GIVEN DATA Block Start
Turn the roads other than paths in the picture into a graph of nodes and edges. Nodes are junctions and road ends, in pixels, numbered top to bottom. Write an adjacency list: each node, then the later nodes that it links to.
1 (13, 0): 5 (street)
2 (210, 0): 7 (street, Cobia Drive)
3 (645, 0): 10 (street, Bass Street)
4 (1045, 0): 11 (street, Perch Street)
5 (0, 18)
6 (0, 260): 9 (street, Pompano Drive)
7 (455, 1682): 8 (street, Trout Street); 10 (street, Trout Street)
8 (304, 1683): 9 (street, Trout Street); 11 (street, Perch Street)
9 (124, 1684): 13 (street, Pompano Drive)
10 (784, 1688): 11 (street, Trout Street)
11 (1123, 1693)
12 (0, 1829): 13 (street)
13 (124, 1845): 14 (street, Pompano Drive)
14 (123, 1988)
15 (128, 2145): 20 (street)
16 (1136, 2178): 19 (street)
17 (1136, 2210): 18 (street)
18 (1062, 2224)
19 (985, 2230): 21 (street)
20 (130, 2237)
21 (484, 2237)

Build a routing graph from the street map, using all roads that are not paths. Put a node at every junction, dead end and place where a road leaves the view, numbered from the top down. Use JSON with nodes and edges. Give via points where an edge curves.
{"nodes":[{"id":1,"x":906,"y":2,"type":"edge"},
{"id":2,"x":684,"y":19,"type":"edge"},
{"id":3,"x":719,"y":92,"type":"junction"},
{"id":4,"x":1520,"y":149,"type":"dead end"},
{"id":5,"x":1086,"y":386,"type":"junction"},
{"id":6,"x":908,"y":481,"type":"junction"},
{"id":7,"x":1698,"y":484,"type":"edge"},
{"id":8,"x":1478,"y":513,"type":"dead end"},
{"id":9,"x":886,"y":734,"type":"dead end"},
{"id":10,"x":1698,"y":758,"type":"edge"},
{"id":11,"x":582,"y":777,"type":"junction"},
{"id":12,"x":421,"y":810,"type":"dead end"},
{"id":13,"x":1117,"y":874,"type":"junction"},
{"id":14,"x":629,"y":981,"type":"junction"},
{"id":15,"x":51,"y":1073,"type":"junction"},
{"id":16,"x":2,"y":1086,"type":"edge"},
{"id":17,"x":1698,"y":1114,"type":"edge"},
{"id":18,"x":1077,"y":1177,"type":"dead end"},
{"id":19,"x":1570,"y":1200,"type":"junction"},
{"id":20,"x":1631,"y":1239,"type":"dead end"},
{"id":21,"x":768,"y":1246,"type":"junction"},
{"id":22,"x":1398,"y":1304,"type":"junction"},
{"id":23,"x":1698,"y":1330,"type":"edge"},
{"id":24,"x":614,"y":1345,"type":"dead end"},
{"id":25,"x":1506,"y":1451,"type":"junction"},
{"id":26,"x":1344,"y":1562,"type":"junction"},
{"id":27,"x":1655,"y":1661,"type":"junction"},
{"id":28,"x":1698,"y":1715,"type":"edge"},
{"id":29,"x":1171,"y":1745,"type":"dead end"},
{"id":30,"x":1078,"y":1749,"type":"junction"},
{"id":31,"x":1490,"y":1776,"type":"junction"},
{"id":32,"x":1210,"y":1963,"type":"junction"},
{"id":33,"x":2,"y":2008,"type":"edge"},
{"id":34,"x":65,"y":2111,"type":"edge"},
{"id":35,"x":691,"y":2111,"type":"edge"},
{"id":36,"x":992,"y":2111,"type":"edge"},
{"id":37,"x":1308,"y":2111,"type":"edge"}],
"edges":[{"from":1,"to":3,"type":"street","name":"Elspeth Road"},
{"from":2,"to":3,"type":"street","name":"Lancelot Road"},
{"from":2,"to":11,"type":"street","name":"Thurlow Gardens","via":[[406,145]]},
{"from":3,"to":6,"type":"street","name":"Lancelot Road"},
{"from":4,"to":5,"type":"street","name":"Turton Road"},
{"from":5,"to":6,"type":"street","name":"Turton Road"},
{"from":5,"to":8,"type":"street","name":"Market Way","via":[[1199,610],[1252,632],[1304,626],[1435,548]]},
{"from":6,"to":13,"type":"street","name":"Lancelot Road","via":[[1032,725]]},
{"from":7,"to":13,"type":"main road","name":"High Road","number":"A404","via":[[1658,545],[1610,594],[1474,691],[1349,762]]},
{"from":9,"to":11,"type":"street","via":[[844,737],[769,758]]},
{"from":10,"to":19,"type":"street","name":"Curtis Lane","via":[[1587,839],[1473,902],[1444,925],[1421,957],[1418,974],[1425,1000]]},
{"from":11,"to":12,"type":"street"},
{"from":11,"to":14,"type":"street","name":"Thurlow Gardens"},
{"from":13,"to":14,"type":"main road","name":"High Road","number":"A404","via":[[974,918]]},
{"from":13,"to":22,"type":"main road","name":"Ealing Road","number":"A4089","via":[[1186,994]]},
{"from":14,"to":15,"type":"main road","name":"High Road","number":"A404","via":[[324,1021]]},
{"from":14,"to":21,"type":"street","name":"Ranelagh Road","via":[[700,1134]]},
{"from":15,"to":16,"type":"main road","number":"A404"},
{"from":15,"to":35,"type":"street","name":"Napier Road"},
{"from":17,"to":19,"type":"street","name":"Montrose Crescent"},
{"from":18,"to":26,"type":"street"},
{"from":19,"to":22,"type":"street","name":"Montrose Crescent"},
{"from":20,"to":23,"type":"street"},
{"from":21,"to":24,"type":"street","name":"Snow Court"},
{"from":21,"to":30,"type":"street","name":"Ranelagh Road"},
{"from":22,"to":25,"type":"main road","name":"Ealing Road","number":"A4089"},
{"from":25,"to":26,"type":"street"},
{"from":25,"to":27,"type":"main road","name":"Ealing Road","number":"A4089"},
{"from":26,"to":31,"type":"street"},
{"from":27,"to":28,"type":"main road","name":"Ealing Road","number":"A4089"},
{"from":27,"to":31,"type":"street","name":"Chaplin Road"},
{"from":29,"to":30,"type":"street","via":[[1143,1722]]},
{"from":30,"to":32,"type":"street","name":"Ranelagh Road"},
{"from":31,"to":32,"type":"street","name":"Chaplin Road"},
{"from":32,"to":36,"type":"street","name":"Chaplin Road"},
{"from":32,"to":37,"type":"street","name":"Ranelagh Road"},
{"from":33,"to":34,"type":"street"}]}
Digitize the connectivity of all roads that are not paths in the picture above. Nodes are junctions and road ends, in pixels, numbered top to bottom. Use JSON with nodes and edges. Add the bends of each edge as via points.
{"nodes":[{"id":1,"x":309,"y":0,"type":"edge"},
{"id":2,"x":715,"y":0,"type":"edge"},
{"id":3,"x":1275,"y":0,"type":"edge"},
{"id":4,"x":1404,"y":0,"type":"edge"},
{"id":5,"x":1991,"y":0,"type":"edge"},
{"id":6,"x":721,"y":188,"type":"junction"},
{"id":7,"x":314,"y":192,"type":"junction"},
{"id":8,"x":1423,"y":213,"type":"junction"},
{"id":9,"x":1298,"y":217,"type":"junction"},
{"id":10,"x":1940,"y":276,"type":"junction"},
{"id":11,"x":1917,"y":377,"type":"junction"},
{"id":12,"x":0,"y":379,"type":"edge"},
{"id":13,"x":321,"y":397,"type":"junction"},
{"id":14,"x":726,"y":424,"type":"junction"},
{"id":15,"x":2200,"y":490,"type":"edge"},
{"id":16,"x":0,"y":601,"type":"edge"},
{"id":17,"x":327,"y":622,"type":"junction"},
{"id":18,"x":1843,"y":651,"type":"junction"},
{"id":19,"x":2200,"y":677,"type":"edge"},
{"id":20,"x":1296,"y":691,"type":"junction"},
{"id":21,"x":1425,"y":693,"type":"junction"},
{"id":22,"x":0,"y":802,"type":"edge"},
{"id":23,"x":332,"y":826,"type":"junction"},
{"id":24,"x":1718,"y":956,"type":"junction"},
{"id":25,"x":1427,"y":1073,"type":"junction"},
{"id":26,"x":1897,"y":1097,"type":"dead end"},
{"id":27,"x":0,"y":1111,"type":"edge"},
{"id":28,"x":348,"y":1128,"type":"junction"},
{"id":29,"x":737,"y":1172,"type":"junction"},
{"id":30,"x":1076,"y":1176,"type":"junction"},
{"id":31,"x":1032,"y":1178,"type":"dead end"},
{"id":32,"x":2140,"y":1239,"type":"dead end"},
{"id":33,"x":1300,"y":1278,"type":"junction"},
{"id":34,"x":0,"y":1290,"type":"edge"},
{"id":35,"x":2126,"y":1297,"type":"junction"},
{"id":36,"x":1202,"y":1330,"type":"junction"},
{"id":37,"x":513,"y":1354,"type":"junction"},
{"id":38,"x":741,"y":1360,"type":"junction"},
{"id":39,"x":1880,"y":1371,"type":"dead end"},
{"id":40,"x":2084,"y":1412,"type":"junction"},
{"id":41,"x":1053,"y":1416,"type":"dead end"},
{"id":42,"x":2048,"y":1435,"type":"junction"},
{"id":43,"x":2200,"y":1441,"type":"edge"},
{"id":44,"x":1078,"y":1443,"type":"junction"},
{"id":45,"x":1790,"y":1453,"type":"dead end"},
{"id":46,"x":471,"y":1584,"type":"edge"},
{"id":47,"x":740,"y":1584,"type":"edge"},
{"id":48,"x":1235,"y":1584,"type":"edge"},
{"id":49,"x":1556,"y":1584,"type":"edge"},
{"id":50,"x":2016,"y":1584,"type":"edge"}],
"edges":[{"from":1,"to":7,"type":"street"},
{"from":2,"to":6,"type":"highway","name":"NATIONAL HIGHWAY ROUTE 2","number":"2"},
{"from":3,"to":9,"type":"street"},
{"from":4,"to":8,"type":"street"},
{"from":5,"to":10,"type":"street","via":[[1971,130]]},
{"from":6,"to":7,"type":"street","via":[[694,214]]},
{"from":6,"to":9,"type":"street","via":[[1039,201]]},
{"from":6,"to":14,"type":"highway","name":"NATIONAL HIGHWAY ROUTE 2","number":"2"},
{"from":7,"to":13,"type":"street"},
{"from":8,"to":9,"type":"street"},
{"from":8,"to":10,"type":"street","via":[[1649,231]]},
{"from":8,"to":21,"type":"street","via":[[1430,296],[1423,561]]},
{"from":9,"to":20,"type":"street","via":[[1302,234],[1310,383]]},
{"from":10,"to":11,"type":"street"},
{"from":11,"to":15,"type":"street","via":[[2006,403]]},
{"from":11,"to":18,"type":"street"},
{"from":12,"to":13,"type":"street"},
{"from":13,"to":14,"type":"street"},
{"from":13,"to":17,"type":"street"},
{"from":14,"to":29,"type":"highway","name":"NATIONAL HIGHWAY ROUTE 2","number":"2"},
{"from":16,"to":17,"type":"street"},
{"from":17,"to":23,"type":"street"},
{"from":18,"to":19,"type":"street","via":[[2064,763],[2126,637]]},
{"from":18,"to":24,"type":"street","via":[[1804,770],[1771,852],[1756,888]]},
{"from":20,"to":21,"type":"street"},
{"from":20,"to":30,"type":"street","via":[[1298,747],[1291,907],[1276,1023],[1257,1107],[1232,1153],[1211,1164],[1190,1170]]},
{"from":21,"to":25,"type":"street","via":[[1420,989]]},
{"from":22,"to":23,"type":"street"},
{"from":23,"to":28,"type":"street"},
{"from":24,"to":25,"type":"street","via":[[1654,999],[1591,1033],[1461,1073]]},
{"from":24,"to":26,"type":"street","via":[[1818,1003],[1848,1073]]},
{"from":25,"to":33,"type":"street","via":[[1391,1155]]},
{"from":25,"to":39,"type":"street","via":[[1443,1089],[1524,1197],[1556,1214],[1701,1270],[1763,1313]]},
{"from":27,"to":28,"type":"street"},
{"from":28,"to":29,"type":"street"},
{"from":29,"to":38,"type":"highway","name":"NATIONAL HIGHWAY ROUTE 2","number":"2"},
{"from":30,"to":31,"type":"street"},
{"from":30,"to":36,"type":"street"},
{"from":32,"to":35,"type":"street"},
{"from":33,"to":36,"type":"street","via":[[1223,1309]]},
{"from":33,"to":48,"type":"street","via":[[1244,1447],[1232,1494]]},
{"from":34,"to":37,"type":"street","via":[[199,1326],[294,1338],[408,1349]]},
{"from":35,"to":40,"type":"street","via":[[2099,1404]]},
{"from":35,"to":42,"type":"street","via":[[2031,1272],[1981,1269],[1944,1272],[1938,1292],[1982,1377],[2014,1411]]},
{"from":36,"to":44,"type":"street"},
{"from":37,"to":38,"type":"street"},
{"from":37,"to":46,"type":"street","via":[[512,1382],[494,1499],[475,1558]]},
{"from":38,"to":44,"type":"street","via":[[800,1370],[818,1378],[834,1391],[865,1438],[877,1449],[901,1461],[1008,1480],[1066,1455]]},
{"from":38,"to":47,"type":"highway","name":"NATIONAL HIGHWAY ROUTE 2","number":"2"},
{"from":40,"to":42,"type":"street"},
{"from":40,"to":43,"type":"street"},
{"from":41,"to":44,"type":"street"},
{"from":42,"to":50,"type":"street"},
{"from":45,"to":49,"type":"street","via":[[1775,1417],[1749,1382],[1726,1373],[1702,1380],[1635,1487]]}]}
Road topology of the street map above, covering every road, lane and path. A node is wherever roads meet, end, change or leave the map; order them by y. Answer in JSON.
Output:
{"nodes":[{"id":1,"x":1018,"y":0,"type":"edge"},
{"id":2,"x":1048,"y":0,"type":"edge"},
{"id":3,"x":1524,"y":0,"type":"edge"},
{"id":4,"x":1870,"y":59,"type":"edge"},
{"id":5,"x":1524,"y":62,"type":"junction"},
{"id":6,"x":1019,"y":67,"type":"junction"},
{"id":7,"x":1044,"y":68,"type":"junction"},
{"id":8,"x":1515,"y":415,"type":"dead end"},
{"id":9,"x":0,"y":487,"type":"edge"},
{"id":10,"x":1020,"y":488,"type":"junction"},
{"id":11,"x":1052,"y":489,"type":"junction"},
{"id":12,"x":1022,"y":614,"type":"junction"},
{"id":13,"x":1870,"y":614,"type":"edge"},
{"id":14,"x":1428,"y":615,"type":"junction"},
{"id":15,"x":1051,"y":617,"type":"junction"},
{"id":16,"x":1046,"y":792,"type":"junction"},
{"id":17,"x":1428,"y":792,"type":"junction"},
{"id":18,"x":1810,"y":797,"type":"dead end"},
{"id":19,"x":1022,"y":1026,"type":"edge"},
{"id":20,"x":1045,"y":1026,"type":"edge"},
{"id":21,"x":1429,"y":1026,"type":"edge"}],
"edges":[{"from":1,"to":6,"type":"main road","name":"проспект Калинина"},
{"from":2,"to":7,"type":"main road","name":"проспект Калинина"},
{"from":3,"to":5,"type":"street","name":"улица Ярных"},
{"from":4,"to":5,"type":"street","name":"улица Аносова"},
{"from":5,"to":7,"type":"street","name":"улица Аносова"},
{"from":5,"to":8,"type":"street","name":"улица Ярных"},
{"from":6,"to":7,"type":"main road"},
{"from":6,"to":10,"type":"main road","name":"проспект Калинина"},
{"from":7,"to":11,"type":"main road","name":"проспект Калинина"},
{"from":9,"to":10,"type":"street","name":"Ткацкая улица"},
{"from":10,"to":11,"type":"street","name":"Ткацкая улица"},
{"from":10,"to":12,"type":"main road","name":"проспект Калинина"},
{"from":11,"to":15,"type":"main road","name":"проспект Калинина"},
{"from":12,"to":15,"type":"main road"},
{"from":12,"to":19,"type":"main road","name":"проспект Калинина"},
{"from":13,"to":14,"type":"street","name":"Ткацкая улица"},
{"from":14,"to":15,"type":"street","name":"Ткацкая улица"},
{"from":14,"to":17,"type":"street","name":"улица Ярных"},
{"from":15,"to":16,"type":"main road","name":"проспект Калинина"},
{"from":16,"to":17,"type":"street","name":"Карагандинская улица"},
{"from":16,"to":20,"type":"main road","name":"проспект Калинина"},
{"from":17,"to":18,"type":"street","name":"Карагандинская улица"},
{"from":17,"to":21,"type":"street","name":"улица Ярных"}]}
GIVEN DATA Block End
EXERCISE OBJECTIVE
Tell how many lines of the listing include the word "Аносова", replying with nothing but the number.

EXERCISE SOLUTION
2